Monday, June 27, 2011

Corpus Christi Homily 2011

Cross posted at

A little over a month ago I was flying home from Denver, seated next a farmer from Arlington. This man, a Baptist, quickly asked me questions of faith, probing into the book of Genesis and the story of creation. We quietly debated creation and evolution as the plane took off. At several points he said: “I’m just trying to take the Word of God simply, read it for what it says and not add other things into it.” So I asked him, “What about John chapter 6?”

I don’t know how our Lord could make things any simpler than he does today. “Amen, amen, I say to you, unless you eat the flesh of the Son of Man and drink his blood, you do not have life within you. Whoever eats my flesh and drinks my blood has eternal life, and I will raise him on the last day. For my flesh is true food, and my blood is true drink. Whoever eats my flesh and drinks my blood remains in me and I in him.” The Body and Blood of Christ is truly present in the Sacrament of the Eucharist. This Feast of Corpus Christi honors this greatest of ongoing miracles.
The Eucharist, in many ways, is the highest expression of our faith and so it is always a comfort and a challenge to us. Jesus in the Eucharist comforts us when we suffer from sin and sadness and he challenges us when we cooperate with sin.

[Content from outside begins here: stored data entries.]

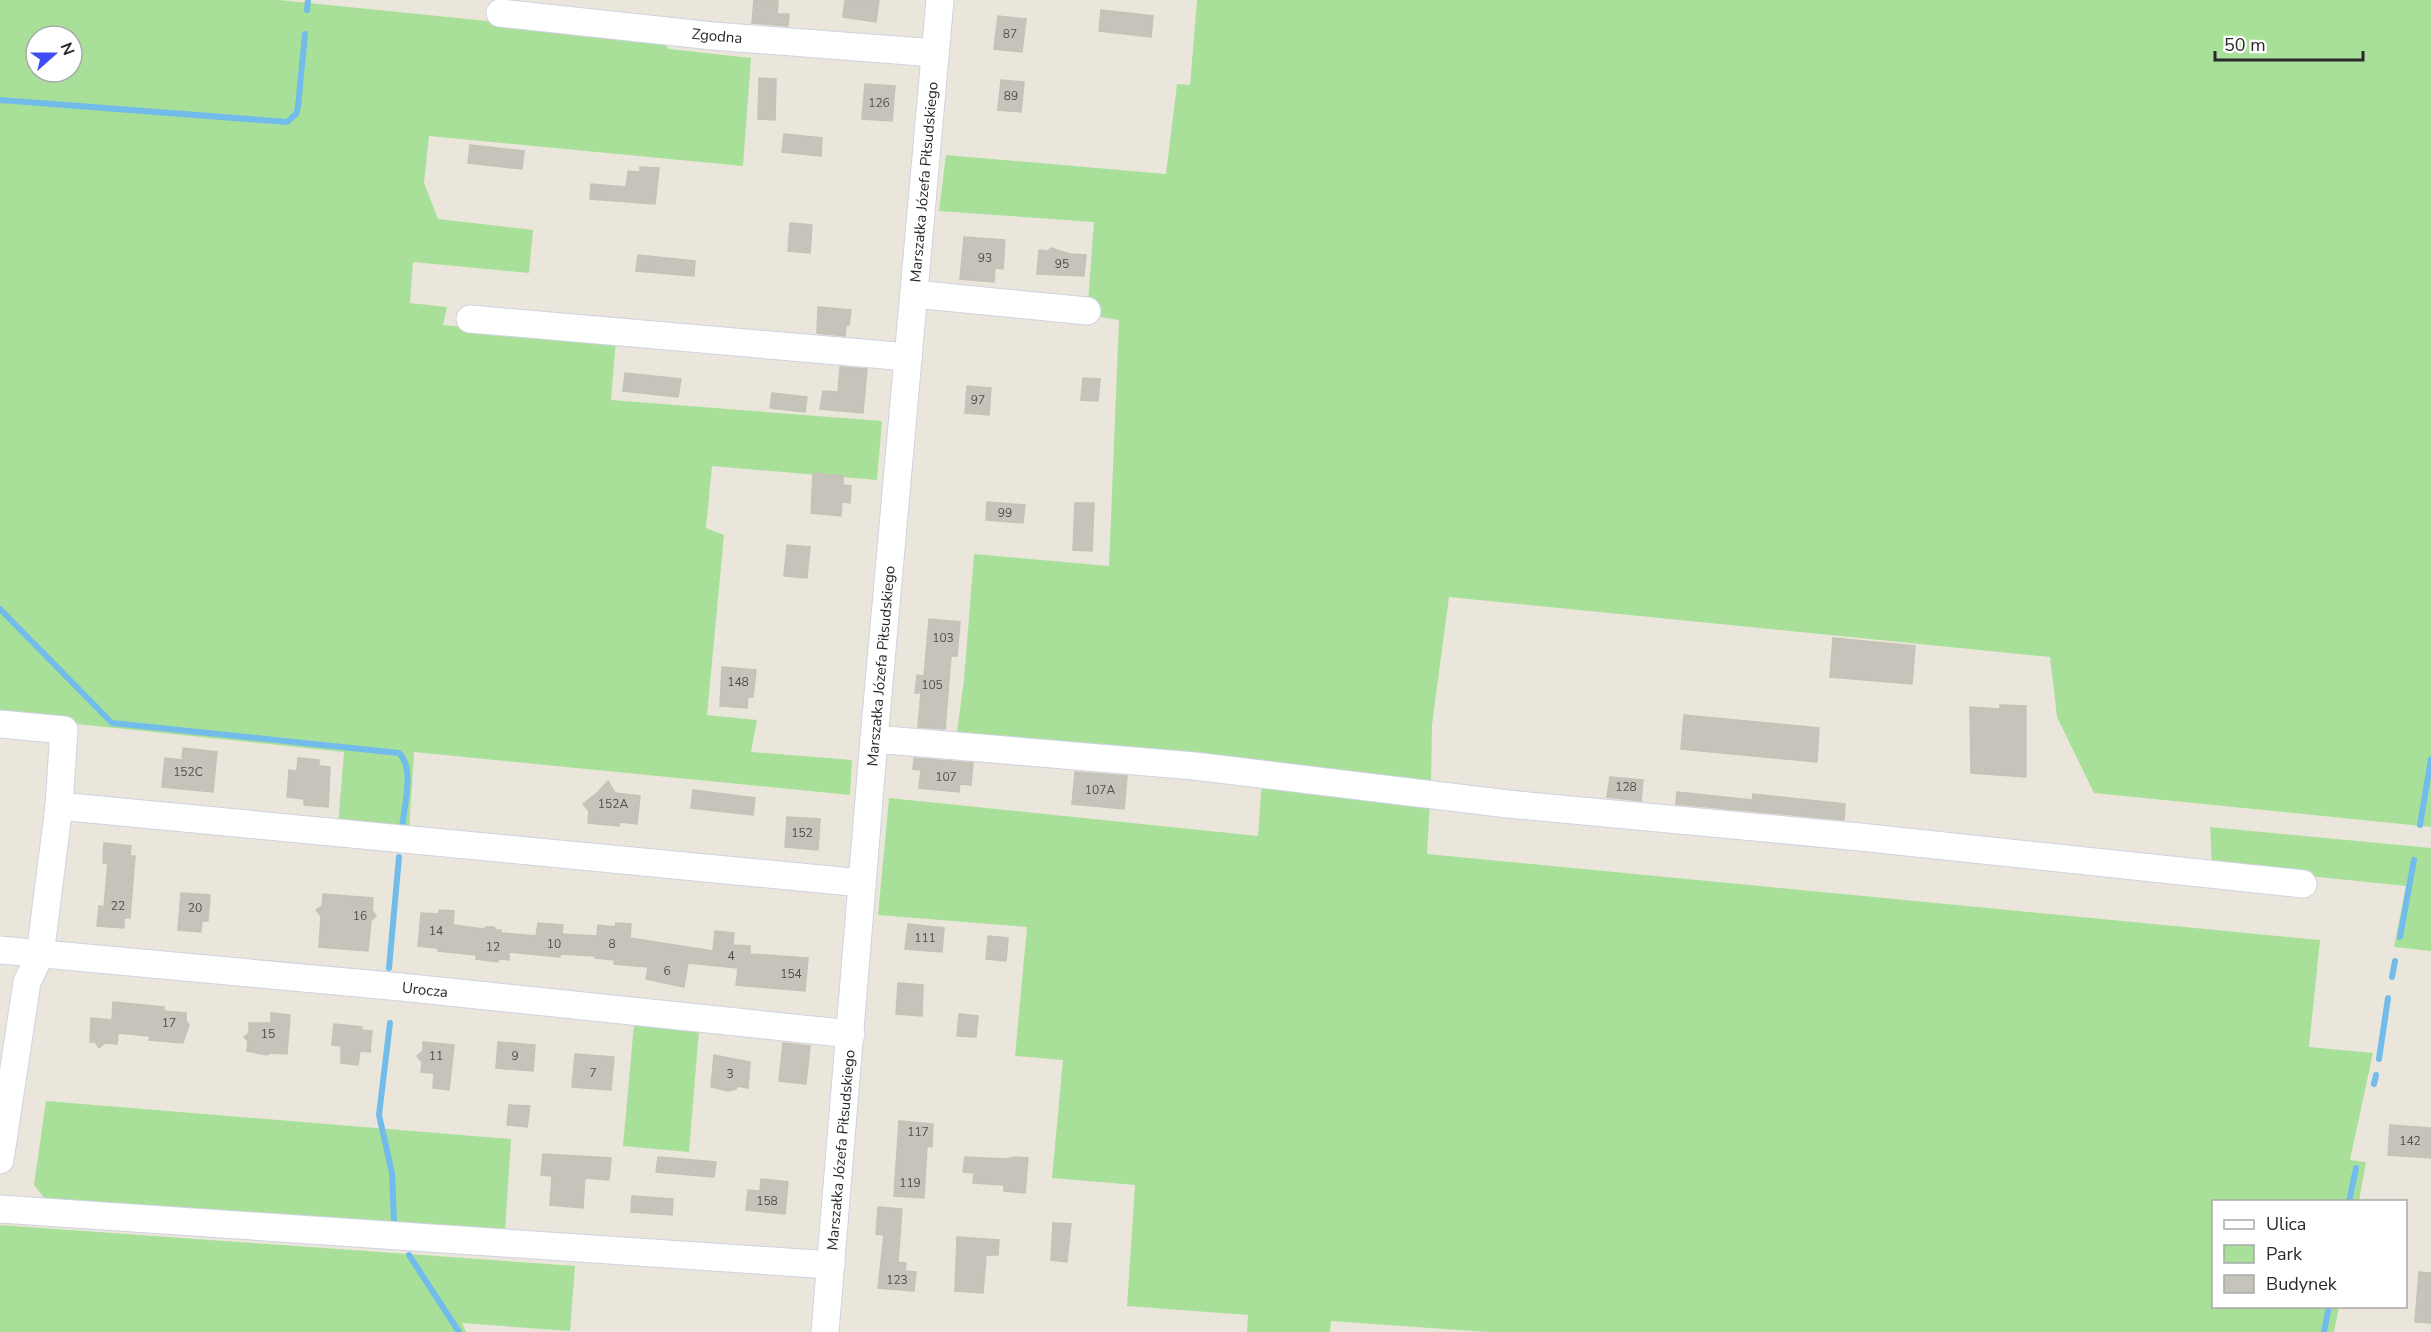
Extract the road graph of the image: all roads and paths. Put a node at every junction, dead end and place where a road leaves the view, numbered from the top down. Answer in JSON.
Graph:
{"nodes":[{"id":1,"x":940,"y":0,"type":"edge"},
{"id":2,"x":500,"y":13,"type":"dead end"},
{"id":3,"x":935,"y":53,"type":"junction"},
{"id":4,"x":914,"y":294,"type":"junction"},
{"id":5,"x":1087,"y":311,"type":"dead end"},
{"id":6,"x":470,"y":319,"type":"dead end"},
{"id":7,"x":908,"y":357,"type":"junction"},
{"id":8,"x":0,"y":724,"type":"edge"},
{"id":9,"x":874,"y":739,"type":"junction"},
{"id":10,"x":58,"y":806,"type":"junction"},
{"id":11,"x":862,"y":883,"type":"junction"},
{"id":12,"x":2303,"y":884,"type":"dead end"},
{"id":13,"x":0,"y":950,"type":"edge"},
{"id":14,"x":40,"y":955,"type":"junction"},
{"id":15,"x":850,"y":1034,"type":"junction"},
{"id":16,"x":0,"y":1160,"type":"edge"},
{"id":17,"x":0,"y":1209,"type":"edge"},
{"id":18,"x":831,"y":1266,"type":"junction"},
{"id":19,"x":825,"y":1332,"type":"edge"}],
"edges":[{"from":1,"to":3,"type":"street","name":"Marszałka Józefa Piłsudskiego"},
{"from":2,"to":3,"type":"street","name":"Zgodna"},
{"from":3,"to":4,"type":"street","name":"Marszałka Józefa Piłsudskiego"},
{"from":4,"to":5,"type":"street"},
{"from":4,"to":7,"type":"street","name":"Marszałka Józefa Piłsudskiego"},
{"from":6,"to":7,"type":"street"},
{"from":7,"to":9,"type":"street","name":"Marszałka Józefa Piłsudskiego"},
{"from":8,"to":10,"type":"street"},
{"from":9,"to":11,"type":"street","name":"Marszałka Józefa Piłsudskiego"},
{"from":9,"to":12,"type":"street"},
{"from":10,"to":11,"type":"street"},
{"from":10,"to":14,"type":"street"},
{"from":11,"to":15,"type":"street","name":"Marszałka Józefa Piłsudskiego"},
{"from":13,"to":14,"type":"street","name":"Urocza"},
{"from":14,"to":15,"type":"street","name":"Urocza"},
{"from":14,"to":16,"type":"street"},
{"from":15,"to":18,"type":"street","name":"Marszałka Józefa Piłsudskiego"},
{"from":17,"to":18,"type":"street"},
{"from":18,"to":19,"type":"street","name":"Marszałka Józefa Piłsudskiego"}]}
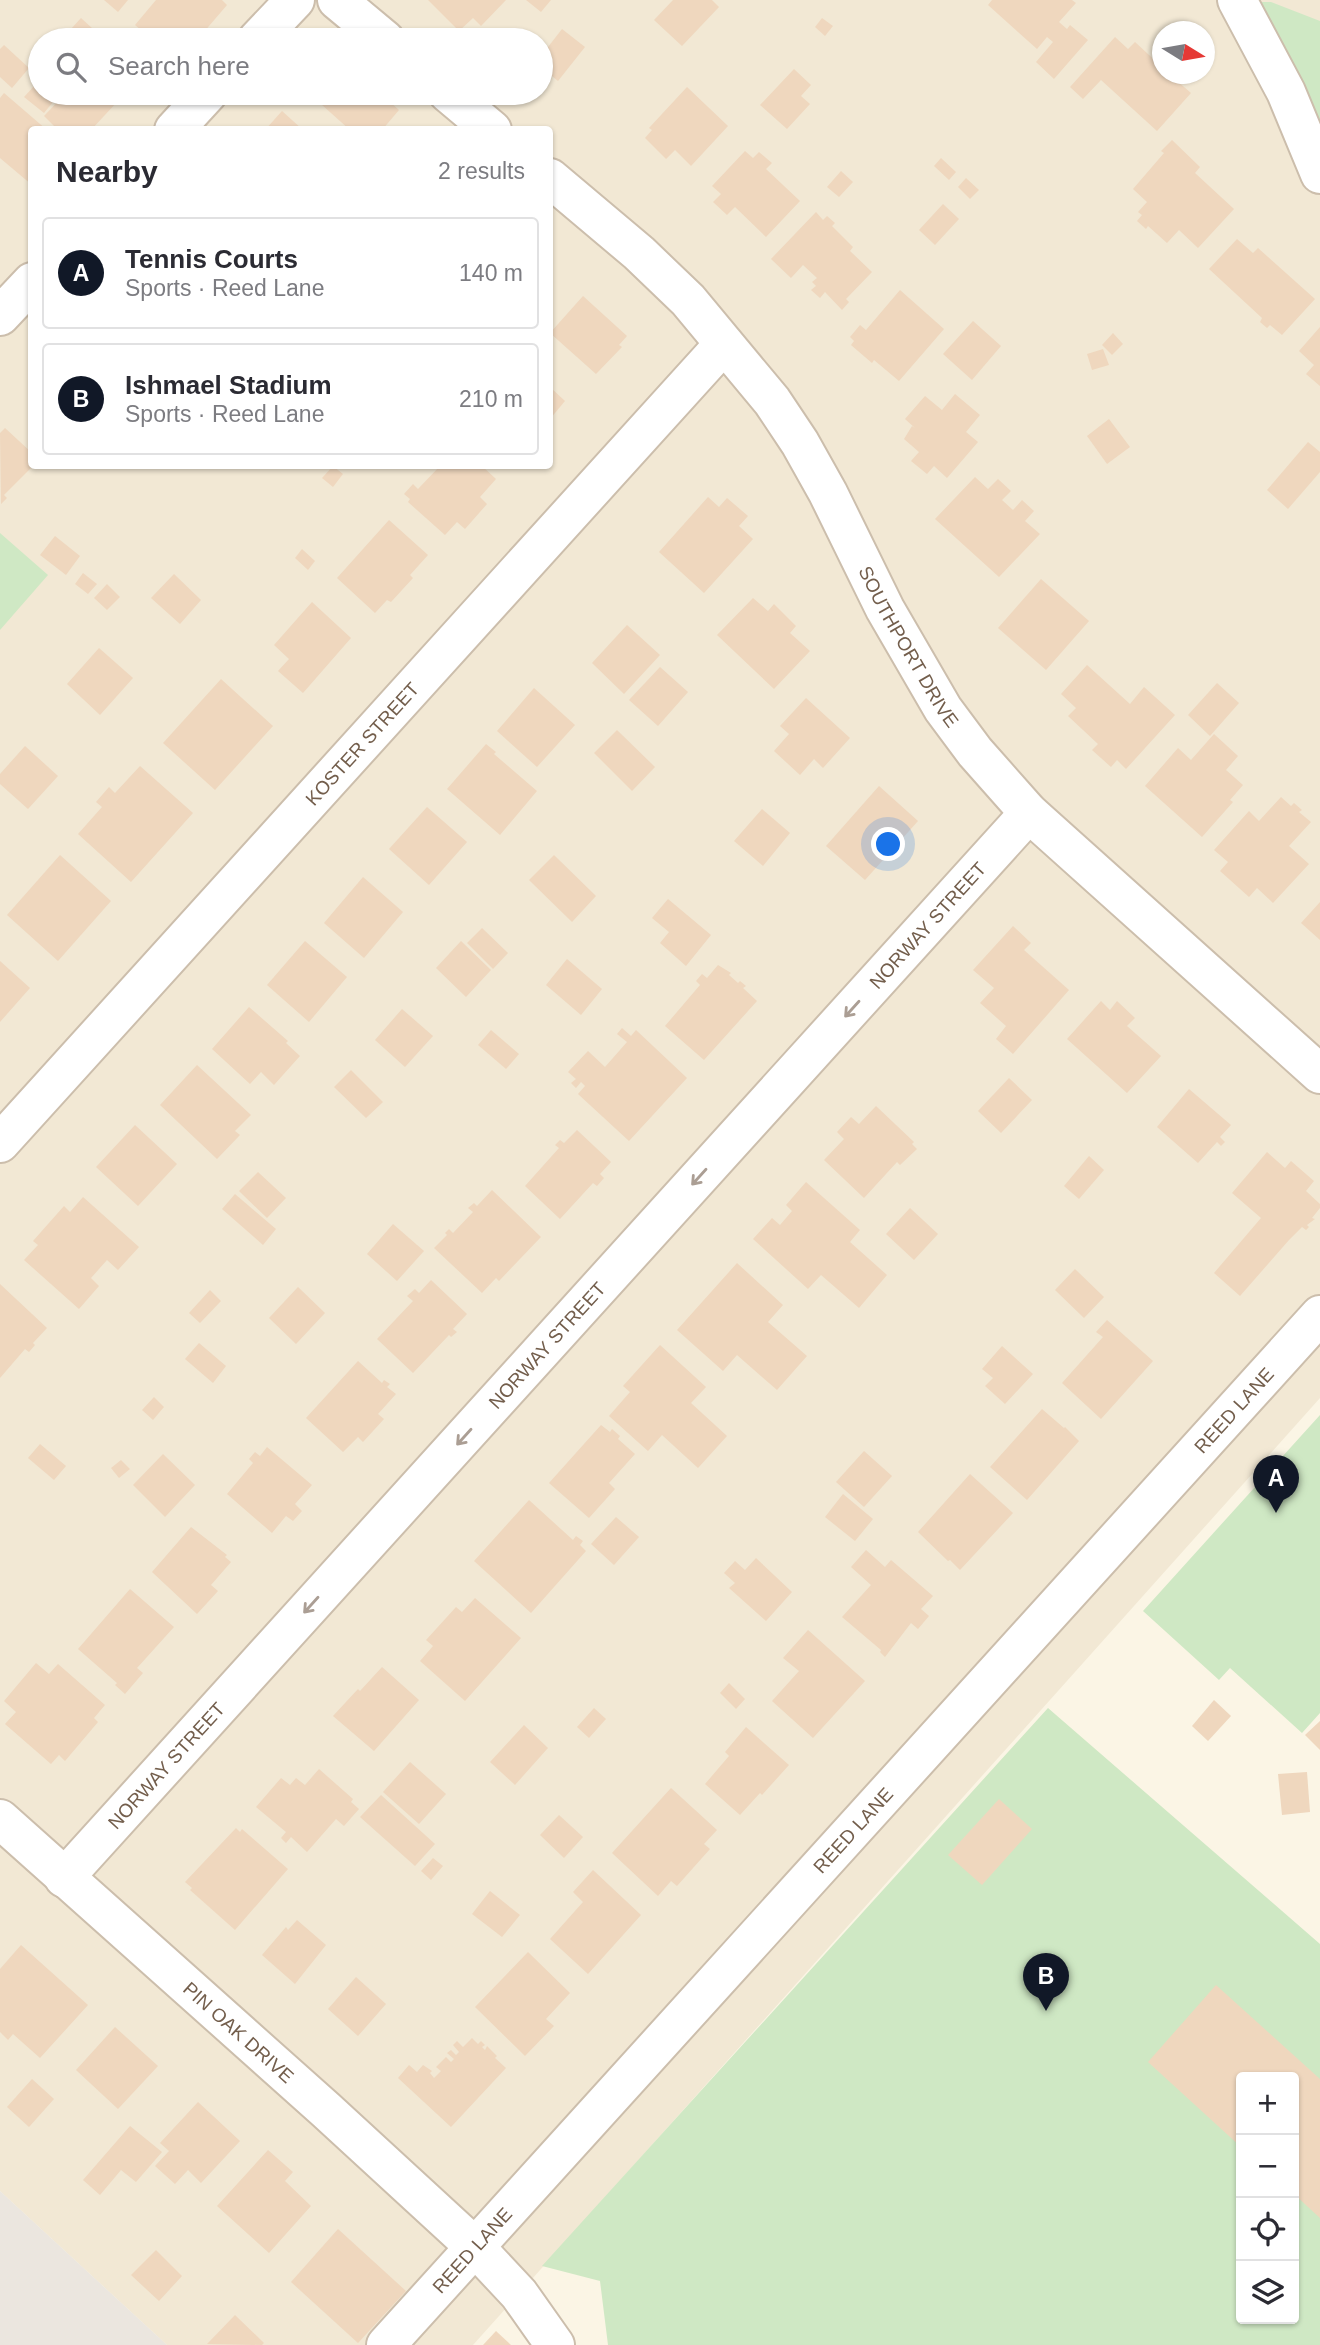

The Eucharist comforts us when we suffer under sin. The Eucharist offers us comfort at funerals, the promise of help at weddings, and final strength when we receive it on our deathbed. When St. John Vianney received his final communion, as he lay sick and dying he said: “How kind the good God is! When we are able to no longer go to him, he himself comes to us!” The warm red glow of the tabernacle lamp greets us from within the darkened Church as we make a visit when we’re torn, confused, or weighed down.
The Eucharist challenges us when we cooperate with sin. Do we receive the Eucharist in a prepared way? Do we fast before Mass? Do we go to regular confession? If we are aware of mortal sin do we abstain from receiving the Eucharist until we confess? Do we live a life that corresponds to the “amen” we say? Do we act like the Eucharist is our Lord and Savior? Do we kneel and pray after we receive Jesus? Do we live after Mass like Jesus is living in us?

One of the greatest challenges of the Eucharist is to be too familiar. You’ve heard the phrase, “familiarity breeds contempt.” Do we approach the Eucharist lie it is any old bread, any old morsel of food? In 1969 when Pope Paul VI allowed us to receive the Precious Body in our own hands, he said: “The option offered to the faithful of receiving the Eucharistic bread in their hand and putting it into their own mouth must not turn out to be the occasion for regarding it as ordinary bread or as just another religious article. Instead this option must increase in them a consciousness of the dignity of the members of Christ’s Mystical Body, into which they are incorporated by baptism and by the grace of the Eucharist. It must also increase their faith in the sublime reality of the Lord’s body and blood, which they touch with their hand.”

Examine your own attitude in receiving the Sacred Body of Jesus. Is it ordinary bread or even just another religious article? Something mysterious and powerful is going on here. At the end of our Gospel passage today, close to 5000 people quit following Jesus because of what we just heard about the Eucharist: body and blood, true food and drink. My new Baptist friend from the plane doesn’t believe John chapter 6 either. We who strive after Jesus in the Eucharist must not forget to find the balance between comfort and challenge. Perhaps this prayer will help us. It is the one the priest prays privately before he himself receives the Eucharist: “Lord Jesus Christ, with faith in your love and mercy I eat your body and drink your blood. Let it not bring me condemnation but health in mind and body.”